One 2016 study looked at 1,406 men with chronic prostatitis. Of these men, 45.6% experienced mild ED, 46.6% dealt with moderate ED and 7.7% had severe ED.
The best way to diagnose sexual dysfunction associated with chronic pelvic pain syndrome is to talk to a healthcare professional.
Sometimes, men who suffer from ED discover they’re dealing with chronic prostatitis through the diagnosis process.
If it’s determined that you’re experiencing ED as a result of chronic prostatitis, treating the prostatitis will be your first step. Your healthcare provider may also prescribe an ED medication like sildenafil or tadalafil to help manage your symptoms.
When treating chronic prostatitis, the goal is to reduce the symptoms and, therefore, the discomfort.
Medications commonly prescribed to treat chronic prostatitis include silodo, 5-alpha reductase inhibitors like finasteride (which Hims also offers for hair loss), muscle relaxants and neuromodulators.
Prescription medications aren’t the only way to go, though.
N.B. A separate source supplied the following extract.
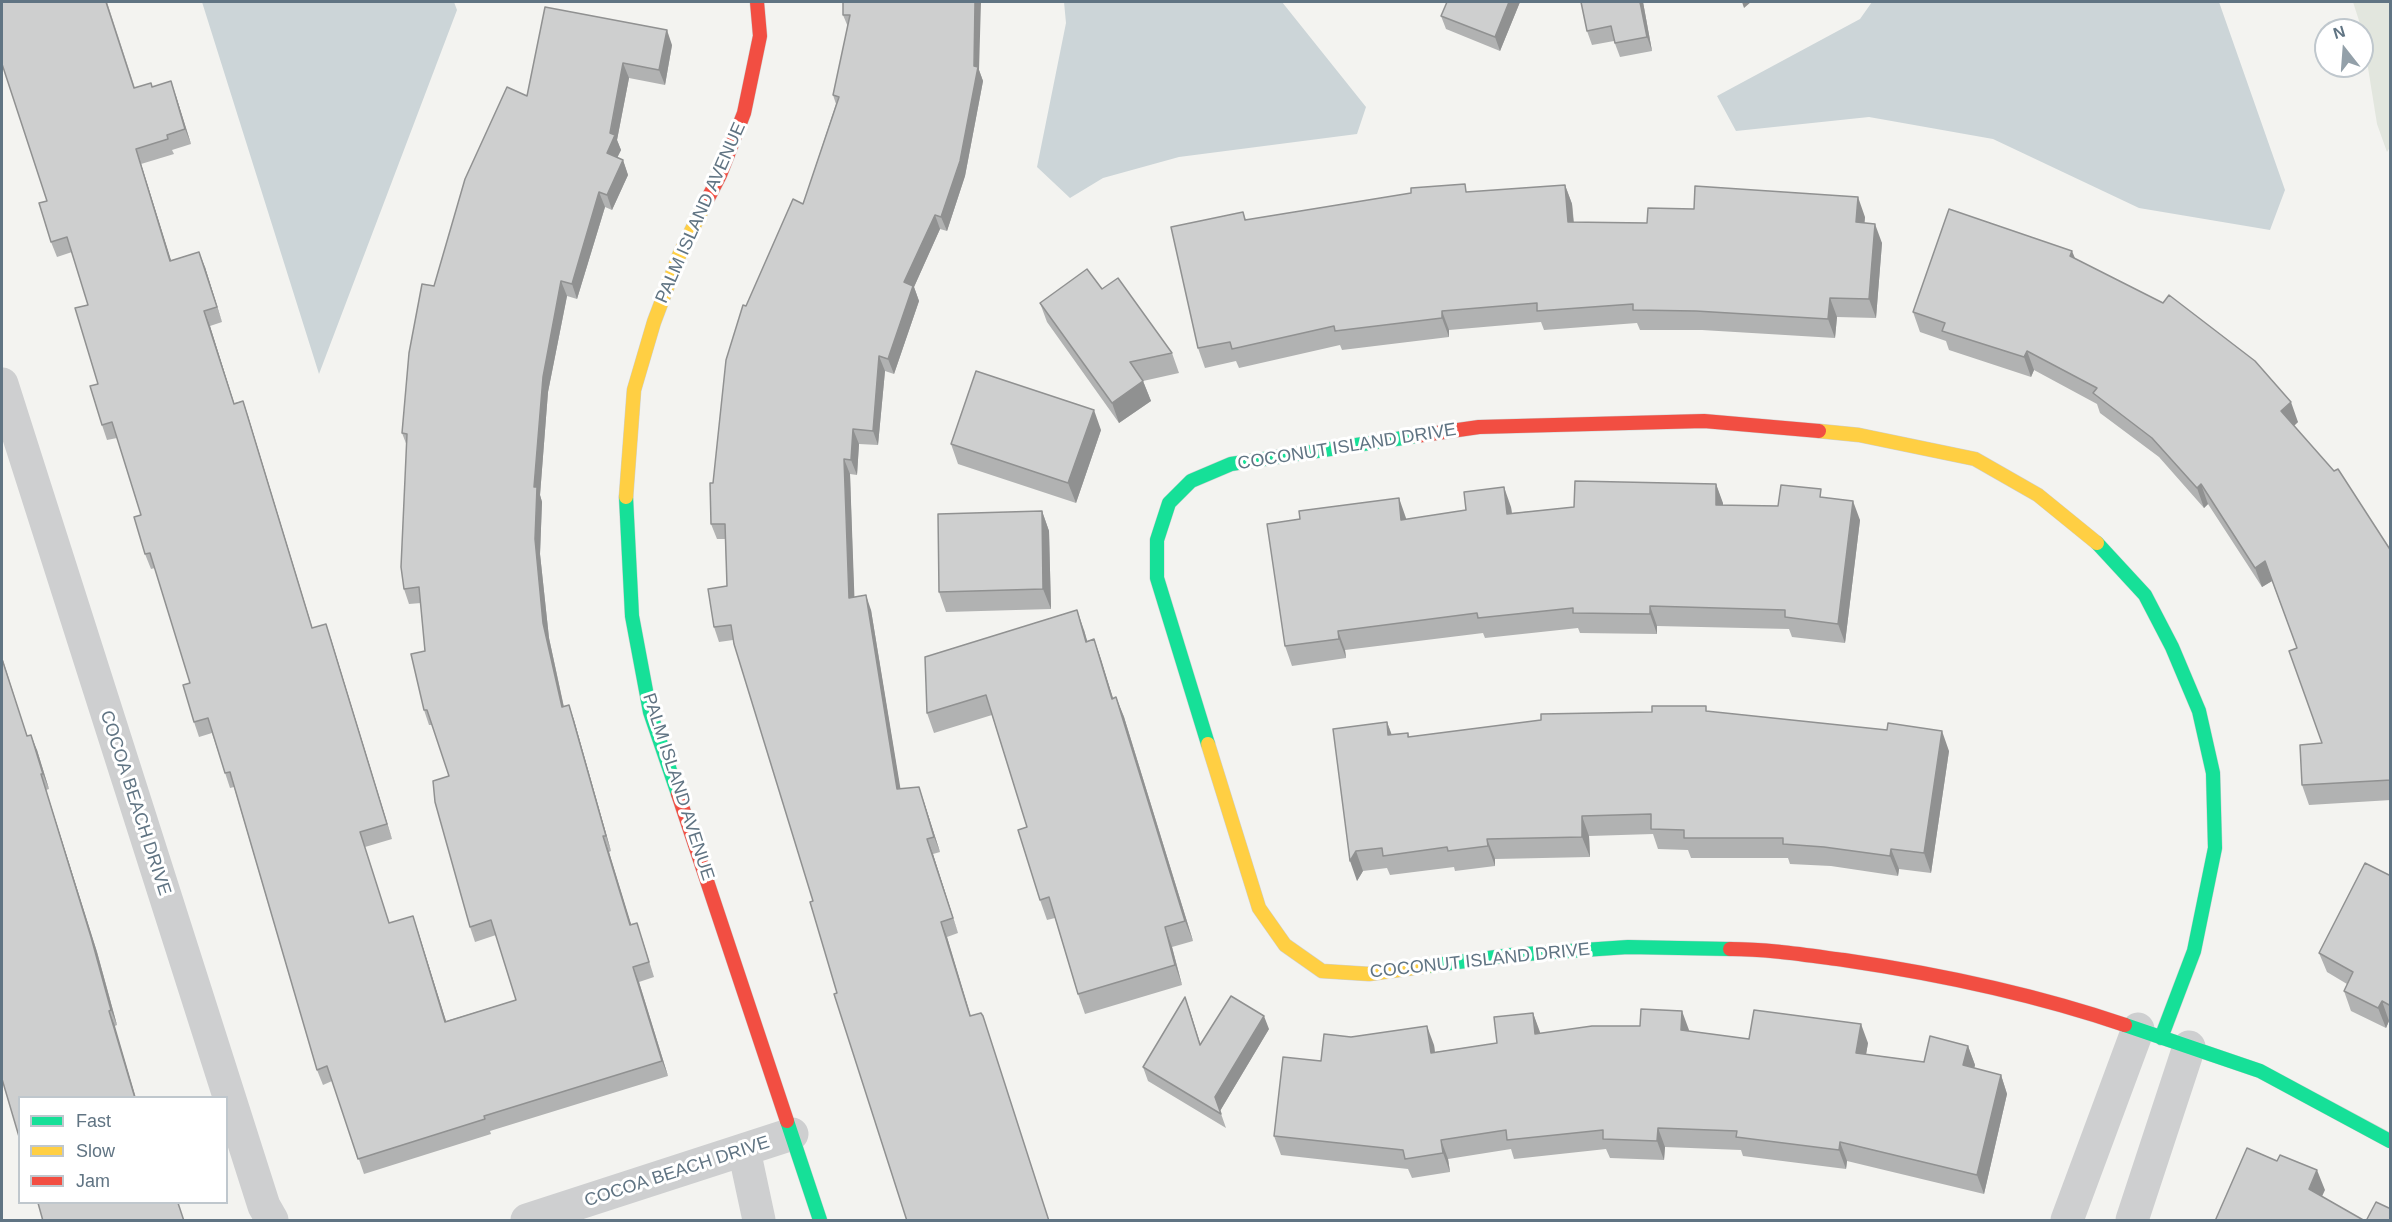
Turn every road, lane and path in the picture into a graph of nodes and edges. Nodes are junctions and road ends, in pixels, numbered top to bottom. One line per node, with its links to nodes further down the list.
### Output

A healthcare provider may also recommend heating pads or regularly taking a warm bath to treat discomfort.
Kegel exercises may also help strengthen pelvic muscles, which can help with chronic prostatitis. This involves tightening and releasing the muscles you’d use if you wanted to stop urine mid-stream.
As you can see, dealing with this chronic condition can be frustrating and, at times, painful.
But the good news is, there is a way to deal with it. The first step you need to take? Reaching out to a healthcare provider who can assess what may be going on to help determine if you might be experiencing chronic prostatitis or chronic pelvic pain syndrome.
From there, you’ll be able to discuss medication options, along with other ways you can manage and heal your discomfort and pain.